- Opening Delimiter -
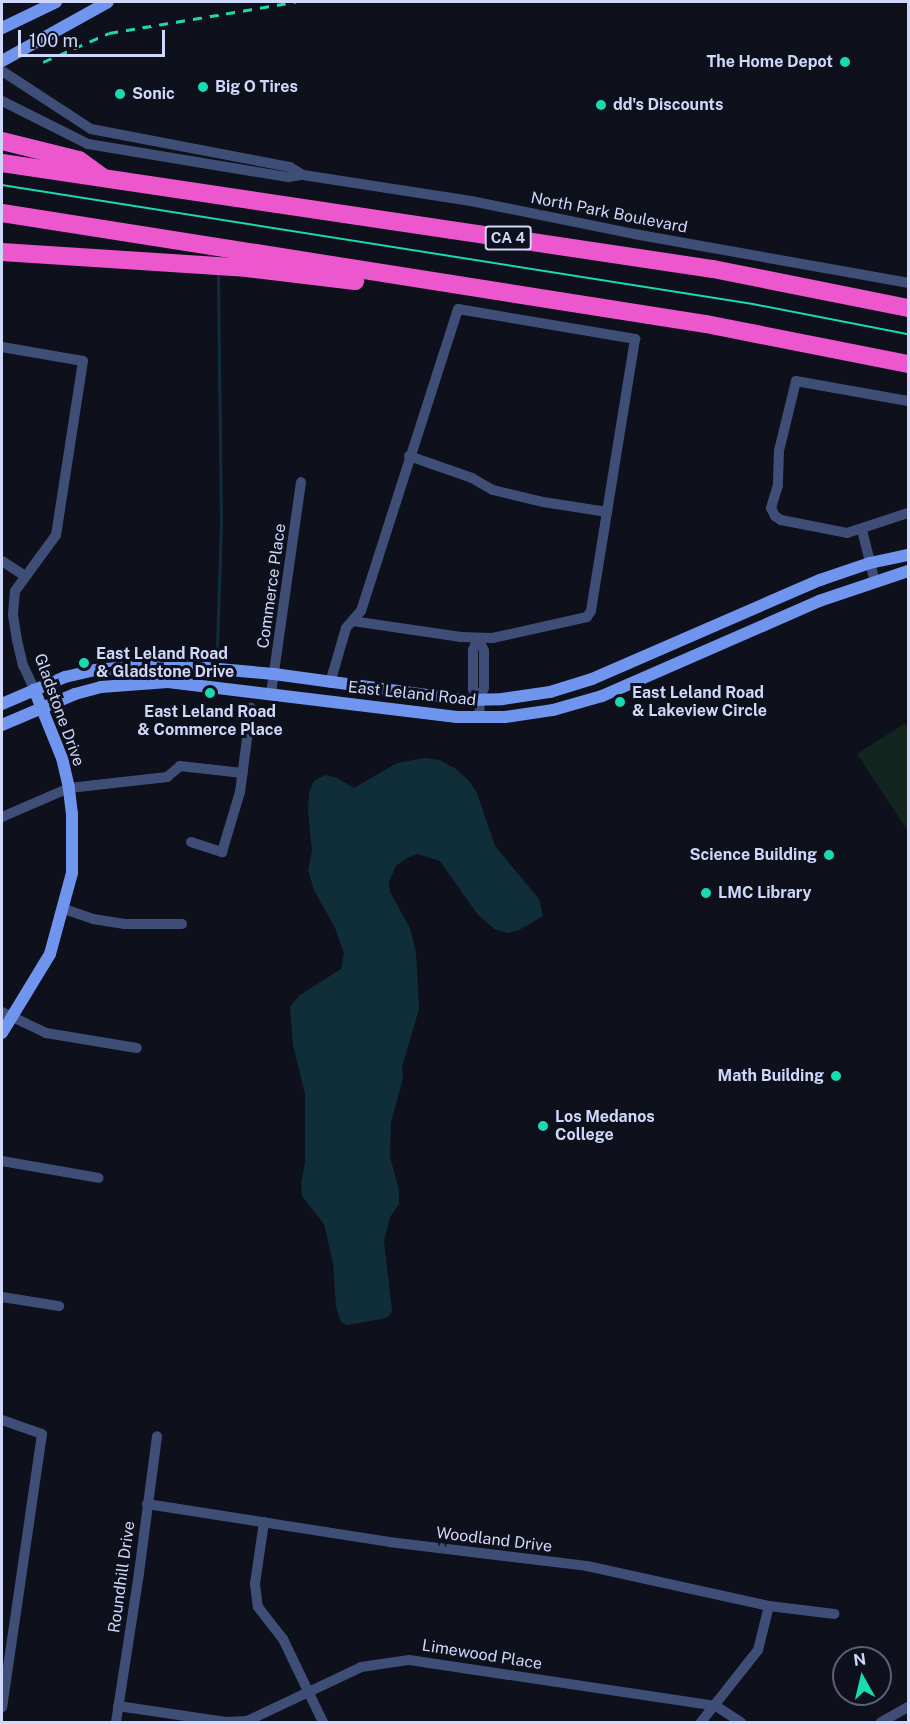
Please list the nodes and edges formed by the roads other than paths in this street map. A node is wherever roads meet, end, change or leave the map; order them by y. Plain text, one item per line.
1 (56, 2) edge
2 (108, 2) edge
3 (2, 28) edge
4 (2, 61) edge
5 (2, 71) edge
6 (2, 101) edge
7 (2, 141) edge
8 (2, 164) edge
9 (303, 175) junction
10 (106, 180) junction
11 (2, 213) edge
12 (2, 252) edge
13 (909, 283) edge
14 (479, 288) junction
15 (909, 308) edge
16 (2, 347) edge
17 (909, 364) edge
18 (909, 401) edge
19 (409, 456) junction
20 (301, 482) dead end
21 (607, 512) junction
22 (909, 513) edge
23 (862, 530) junction
24 (909, 555) edge
25 (2, 561) edge
26 (870, 563) junction
27 (909, 572) edge
28 (25, 576) junction
29 (875, 582) junction
30 (353, 621) junction
31 (478, 638) junction
32 (274, 674) junction
33 (330, 683) junction
34 (34, 689) junction
35 (272, 693) junction
36 (479, 699) junction
37 (2, 704) edge
38 (41, 707) junction
39 (251, 708) dead end
40 (480, 717) junction
41 (2, 725) edge
42 (243, 773) junction
43 (69, 788) junction
44 (2, 817) edge
45 (191, 842) dead end
46 (64, 909) junction
47 (182, 924) dead end
48 (7, 1014) edge
49 (2, 1033) edge
50 (137, 1048) dead end
51 (2, 1161) edge
52 (99, 1178) dead end
53 (2, 1297) edge
54 (58, 1306) dead end
55 (2, 1420) edge
56 (157, 1436) dead end
57 (147, 1504) junction
58 (264, 1522) junction
59 (769, 1606) junction
60 (835, 1614) dead end
61 (308, 1692) junction
62 (118, 1706) junction
63 (716, 1706) junction
64 (2, 1707) edge
65 (909, 1707) edge
66 (116, 1722) edge
67 (323, 1722) edge
68 (701, 1722) edge
69 (741, 1722) edge
70 (881, 1722) edge

1 - 3 main road
2 - 4 main road
5 - 9 street, North Park Boulevard
6 - 9 street, North Park Boulevard
7 - 10 highway
8 - 10 highway, CA 4
9 - 13 street, North Park Boulevard
10 - 15 highway, CA 4
11 - 14 highway
12 - 14 highway
14 - 17 highway
16 - 28 street, Gladstone Drive
18 - 23 street
19 - 21 street
19 - 21 street
19 - 30 street
20 - 32 street, Commerce Place
21 - 31 street
22 - 23 street
23 - 26 street
24 - 26 main road, East Leland Road
25 - 28 street
26 - 29 street
26 - 36 main road, East Leland Road
27 - 29 main road, East Leland Road
28 - 34 street, Gladstone Drive
29 - 40 main road, East Leland Road
30 - 31 street
30 - 33 street
31 - 36 street
32 - 33 main road, East Leland Road
32 - 34 main road, East Leland Road
32 - 35 street, Commerce Place
33 - 36 main road, East Leland Road
34 - 37 main road, East Leland Road
34 - 38 main road, Gladstone Drive
35 - 38 main road, East Leland Road
35 - 40 main road, East Leland Road
36 - 40 street
38 - 41 main road, East Leland Road
38 - 43 main road, Gladstone Drive
39 - 42 street
42 - 43 street
42 - 45 street
43 - 44 street
43 - 46 main road, Gladstone Drive
46 - 47 street
46 - 48 main road, Gladstone Drive
48 - 49 main road, Gladstone Drive
48 - 50 street
51 - 52 street
53 - 54 street
55 - 64 street
56 - 57 street, Roundhill Drive
57 - 58 street, Woodland Drive
57 - 62 street, Roundhill Drive
58 - 59 street, Woodland Drive
58 - 61 street
59 - 60 street, Woodland Drive
59 - 63 street
61 - 62 street, Limewood Place
61 - 63 street, Limewood Place
61 - 67 street
62 - 66 street, Roundhill Drive
63 - 68 street
63 - 69 street, Limewood Place
65 - 70 street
- Closing Delimiter -
--- What this task involves ---
Work out how many lines of the data above hold the word "highway", and write only the count.

--- Output for this exercise ---
6